Nowadays, over two million bone grafts are needed for bone defects [1][2], which are caused by trauma, infection, and tumors, since the size of the defect is far larger than the self-healing capability of bone tissue. Autologous bone grafts are still considered the gold standard to achieve bone defect repair [3][4]. Allografts also show excellent bioactivity, but the drawbacks are still obvious, including possible disease transmission, immune rejection, second injury, and donor site morbidity [5]. Thus, various bone substitutes have been made to solve the limitation of bone repair caused by the autologous bone, such as inorganic implants or organic implants. Usually, inorganic implants used for bone defects tend to be peri-implantitis [6], be non-degradable [7], and lack osteoinductivity [8], which bring about the continuous inhibition of bone regeneration and cause the absence of strong and effective mechanical support from newborn bone. Thus, patients may suffer a lot from default treatment.
Bone tissue engineering is a promising approach for the regeneration and repair of damaged bone tissues. Biomaterial-based approaches have emerged as an alternative to these traditional methods. Biomaterials can provide a scaffold for cell adhesion, proliferation, and differentiation, and they can also release growth factors and other bioactive molecules to promote bone regeneration. Biomaterials used for bone tissue engineering should have properties such as biocompatibility, biodegradability, osteoconductivity, and osteoinductivity. Biomaterials can be classified into the following four categories based on their composition: calcium phosphate-based biomaterials, metallic biomaterials, polymeric biomaterials, and composite biomaterials. Among these, calcium phosphate-based biomaterials have received the most attention due to their excellent biocompatibility, bioactivity, and similarity to the mineral component of bone [9][10].

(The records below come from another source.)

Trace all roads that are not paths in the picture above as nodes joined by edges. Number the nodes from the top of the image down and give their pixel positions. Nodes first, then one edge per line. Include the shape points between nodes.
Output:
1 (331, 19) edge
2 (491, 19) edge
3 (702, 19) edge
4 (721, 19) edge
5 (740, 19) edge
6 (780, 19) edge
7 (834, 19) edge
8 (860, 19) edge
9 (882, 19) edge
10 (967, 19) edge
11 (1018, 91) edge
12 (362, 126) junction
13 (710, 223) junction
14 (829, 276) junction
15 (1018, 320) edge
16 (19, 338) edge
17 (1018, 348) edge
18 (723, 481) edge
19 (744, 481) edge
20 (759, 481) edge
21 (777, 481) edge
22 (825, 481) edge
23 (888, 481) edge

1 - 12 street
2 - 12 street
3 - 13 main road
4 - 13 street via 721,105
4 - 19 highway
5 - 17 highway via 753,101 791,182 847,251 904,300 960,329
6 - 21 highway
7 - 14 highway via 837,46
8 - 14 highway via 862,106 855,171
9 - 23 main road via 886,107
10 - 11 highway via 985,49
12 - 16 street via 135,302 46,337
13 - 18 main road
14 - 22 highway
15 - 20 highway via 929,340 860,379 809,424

Compared to conventional calcium phosphate-based graft materials, calcium phosphate nanomaterials offer several distinct advantages and show unique properties for bone tissue engineering, including enhanced bioactivity, tailored physical and chemical properties, controlled drug delivery, better integration with host tissue, and ease of fabrication and scalability. Specifically, these biomaterials have a high surface area to volume ratio, which provides more space for cell adhesion and proliferation and also promotes cell differentiation [11][12], as well as loading more therapeutic ingredients [13][14]. Additionally, the nano-sized particles can enhance the mechanical properties and show a profile of controlled drug release.
Thus, calcium phosphate nanomaterials have attracted more and more attention, and various preparation strategies have been developed to satisfy clinical requirements. The preparation methods include wet chemical precipitation, solvothermal synthesis, the sol-gel method, microwave-assisted method, sonochemical synthesis, the enzyme-assisted method, as well as spray drying and electrospinning. Among these, the precipitation method is the most commonly used method for the preparation of nano-calcium phosphate-based biomaterials, while the other methods also have their advantages, which are further discussed in the following section.
Furthermore, calcium phosphate-based nanomaterials can be tailored by adjusting their size, shape, and surface chemistry. Functionalized calcium phosphates are endowed with osteogenic properties, angiogenic properties, antimicrobial properties, bioimaging capabilities, and so on. Herein, calcium phosphate-based nanomaterials showed great potential in bone regeneration, antitumor therapy, and drug delivery. Thus, the research is intended to give a comprehensive summary of the preparation, multifunctionality, and application of nano calcium phosphate-based biomaterials for bone tissue engineering, and it also addresses the attention of readers and provides inspiration for the design of bioactive materials for bone tissue engineering.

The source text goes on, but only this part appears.